[Collected data]
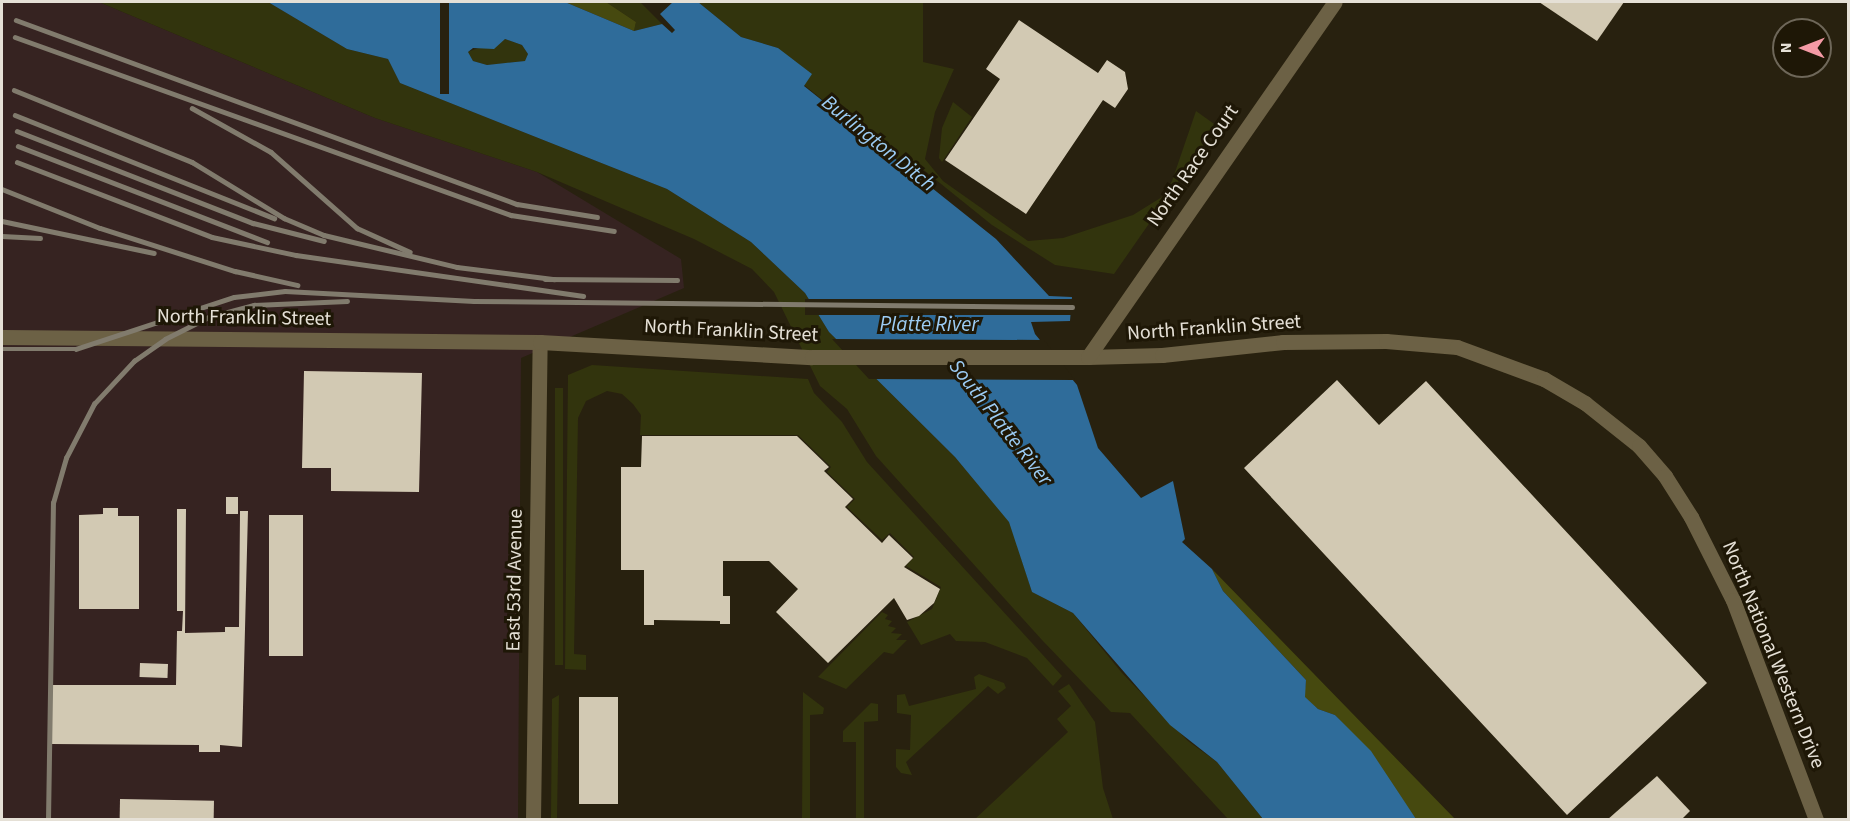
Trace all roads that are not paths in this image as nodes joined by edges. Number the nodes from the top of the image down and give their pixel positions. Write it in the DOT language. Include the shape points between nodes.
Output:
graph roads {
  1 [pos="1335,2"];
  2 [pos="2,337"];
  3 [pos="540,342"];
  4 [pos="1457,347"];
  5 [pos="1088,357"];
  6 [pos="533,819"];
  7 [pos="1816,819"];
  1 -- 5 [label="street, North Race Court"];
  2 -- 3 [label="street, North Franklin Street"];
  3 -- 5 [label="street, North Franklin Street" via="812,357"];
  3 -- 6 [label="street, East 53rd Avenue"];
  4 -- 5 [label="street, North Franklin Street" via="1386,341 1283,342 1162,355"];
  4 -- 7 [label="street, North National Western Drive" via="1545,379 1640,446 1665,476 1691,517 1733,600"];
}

==

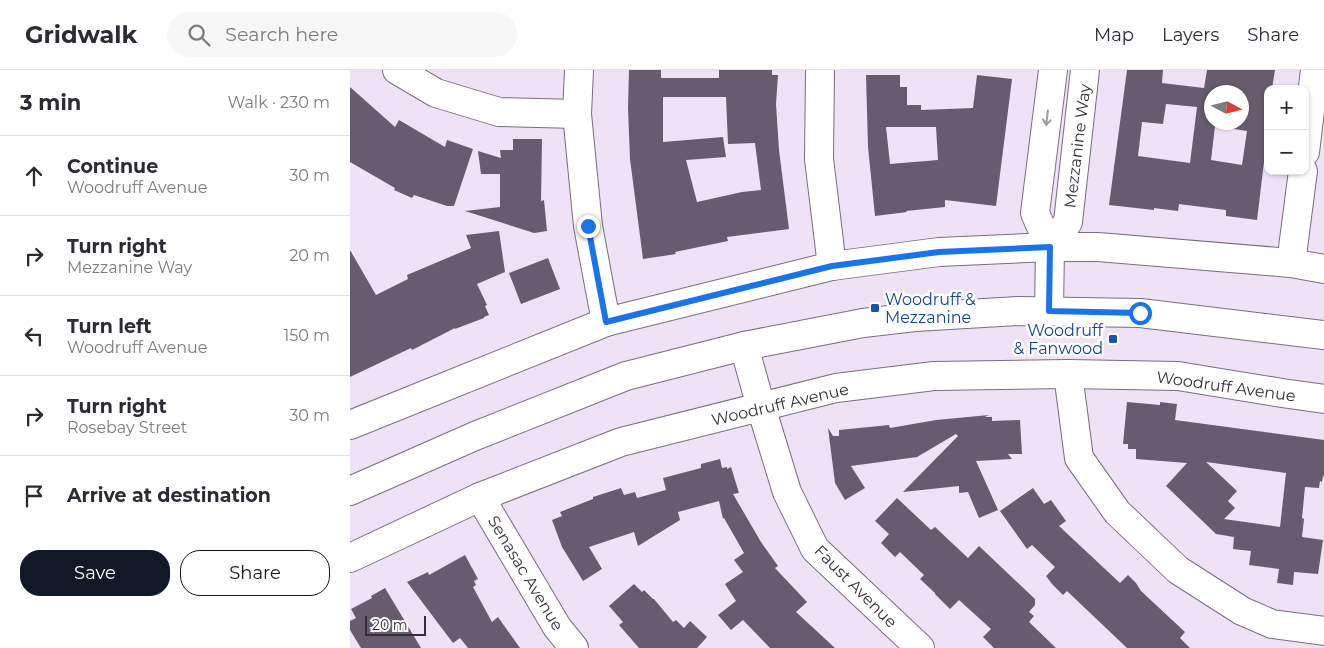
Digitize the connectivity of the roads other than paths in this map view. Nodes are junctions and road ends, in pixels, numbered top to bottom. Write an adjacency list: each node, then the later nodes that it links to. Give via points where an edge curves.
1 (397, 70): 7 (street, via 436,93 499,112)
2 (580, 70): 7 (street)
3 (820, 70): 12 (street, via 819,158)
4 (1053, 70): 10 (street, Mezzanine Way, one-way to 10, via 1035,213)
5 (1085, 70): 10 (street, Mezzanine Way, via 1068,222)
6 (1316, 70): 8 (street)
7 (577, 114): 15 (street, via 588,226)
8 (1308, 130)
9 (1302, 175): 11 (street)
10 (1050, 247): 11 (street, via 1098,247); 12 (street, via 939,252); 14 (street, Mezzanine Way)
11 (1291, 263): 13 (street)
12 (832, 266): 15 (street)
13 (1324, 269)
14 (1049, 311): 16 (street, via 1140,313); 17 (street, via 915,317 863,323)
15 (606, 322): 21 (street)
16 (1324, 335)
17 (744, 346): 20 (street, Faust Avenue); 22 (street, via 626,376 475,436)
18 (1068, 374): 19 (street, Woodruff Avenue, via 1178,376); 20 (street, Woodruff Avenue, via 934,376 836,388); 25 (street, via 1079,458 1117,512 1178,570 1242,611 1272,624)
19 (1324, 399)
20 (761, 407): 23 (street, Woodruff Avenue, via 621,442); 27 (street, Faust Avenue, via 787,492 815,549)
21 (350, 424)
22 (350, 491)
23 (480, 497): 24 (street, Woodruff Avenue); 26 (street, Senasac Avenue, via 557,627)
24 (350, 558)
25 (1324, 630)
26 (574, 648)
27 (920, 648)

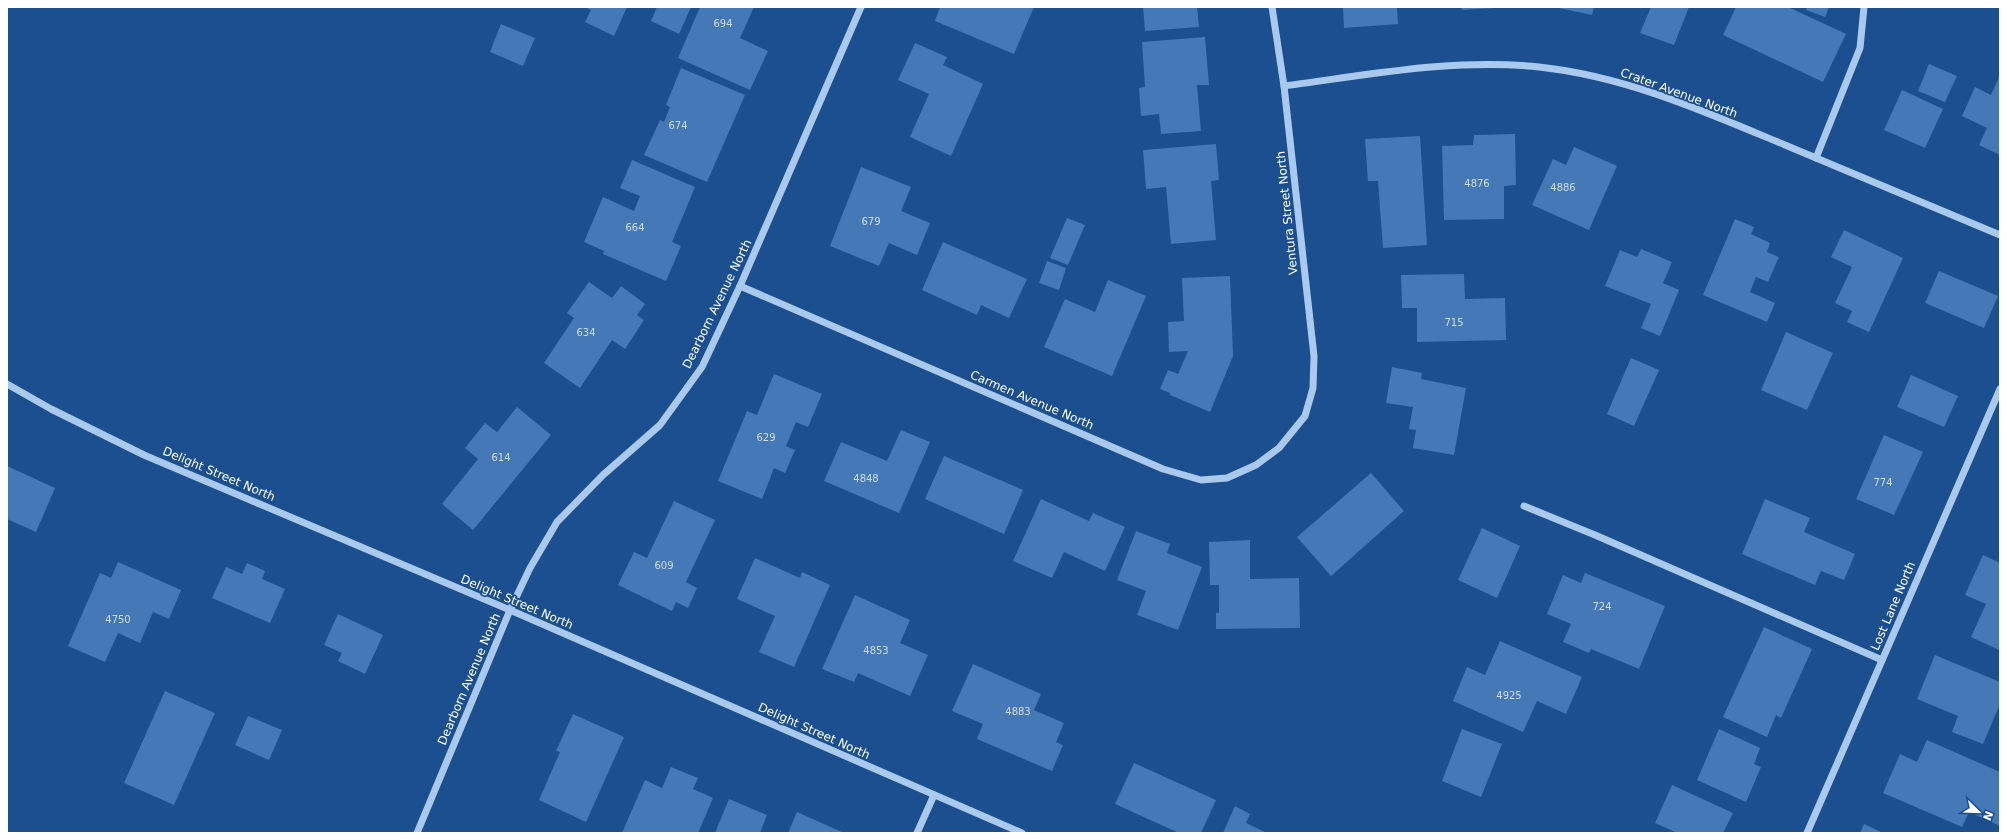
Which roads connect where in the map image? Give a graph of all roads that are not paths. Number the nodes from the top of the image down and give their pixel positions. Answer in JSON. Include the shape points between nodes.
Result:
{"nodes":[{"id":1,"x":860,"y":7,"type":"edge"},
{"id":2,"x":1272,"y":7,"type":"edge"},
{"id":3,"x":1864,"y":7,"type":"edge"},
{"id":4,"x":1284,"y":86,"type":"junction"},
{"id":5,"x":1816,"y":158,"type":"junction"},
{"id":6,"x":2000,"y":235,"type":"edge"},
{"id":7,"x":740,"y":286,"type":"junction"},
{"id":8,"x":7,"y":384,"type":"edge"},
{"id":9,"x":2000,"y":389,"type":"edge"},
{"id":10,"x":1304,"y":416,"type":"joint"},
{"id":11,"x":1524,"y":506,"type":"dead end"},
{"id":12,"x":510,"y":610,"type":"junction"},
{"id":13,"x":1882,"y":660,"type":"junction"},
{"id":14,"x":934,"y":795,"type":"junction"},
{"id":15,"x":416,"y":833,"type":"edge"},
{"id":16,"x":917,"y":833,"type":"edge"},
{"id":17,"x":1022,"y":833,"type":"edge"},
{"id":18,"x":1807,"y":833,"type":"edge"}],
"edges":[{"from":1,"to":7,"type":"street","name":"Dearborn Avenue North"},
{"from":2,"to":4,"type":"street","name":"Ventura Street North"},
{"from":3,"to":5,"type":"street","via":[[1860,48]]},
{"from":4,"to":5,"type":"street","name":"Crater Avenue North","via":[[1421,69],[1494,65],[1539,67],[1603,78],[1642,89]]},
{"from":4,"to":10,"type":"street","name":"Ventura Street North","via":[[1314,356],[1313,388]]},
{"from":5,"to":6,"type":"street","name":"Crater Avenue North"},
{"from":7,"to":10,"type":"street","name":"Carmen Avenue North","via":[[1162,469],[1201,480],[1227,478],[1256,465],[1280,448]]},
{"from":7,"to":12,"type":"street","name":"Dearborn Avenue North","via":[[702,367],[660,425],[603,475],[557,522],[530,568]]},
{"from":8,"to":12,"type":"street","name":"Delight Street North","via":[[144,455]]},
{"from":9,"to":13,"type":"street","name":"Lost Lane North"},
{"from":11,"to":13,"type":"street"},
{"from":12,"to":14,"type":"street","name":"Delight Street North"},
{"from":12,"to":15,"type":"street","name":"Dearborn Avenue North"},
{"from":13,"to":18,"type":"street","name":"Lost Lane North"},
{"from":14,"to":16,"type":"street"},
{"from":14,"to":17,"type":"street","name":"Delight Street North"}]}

How to complete this task -> For each line above that contains the word "positions", give the line as it is written.

Solution for this task ->
Trace all roads that are not paths in this image as nodes joined by edges. Number the nodes from the top of the image down and give their pixel positions. Write it in the DOT language. Include the shape points between nodes.
Which roads connect where in the map image? Give a graph of all roads that are not paths. Number the nodes from the top of the image down and give their pixel positions. Answer in JSON. Include the shape points between nodes.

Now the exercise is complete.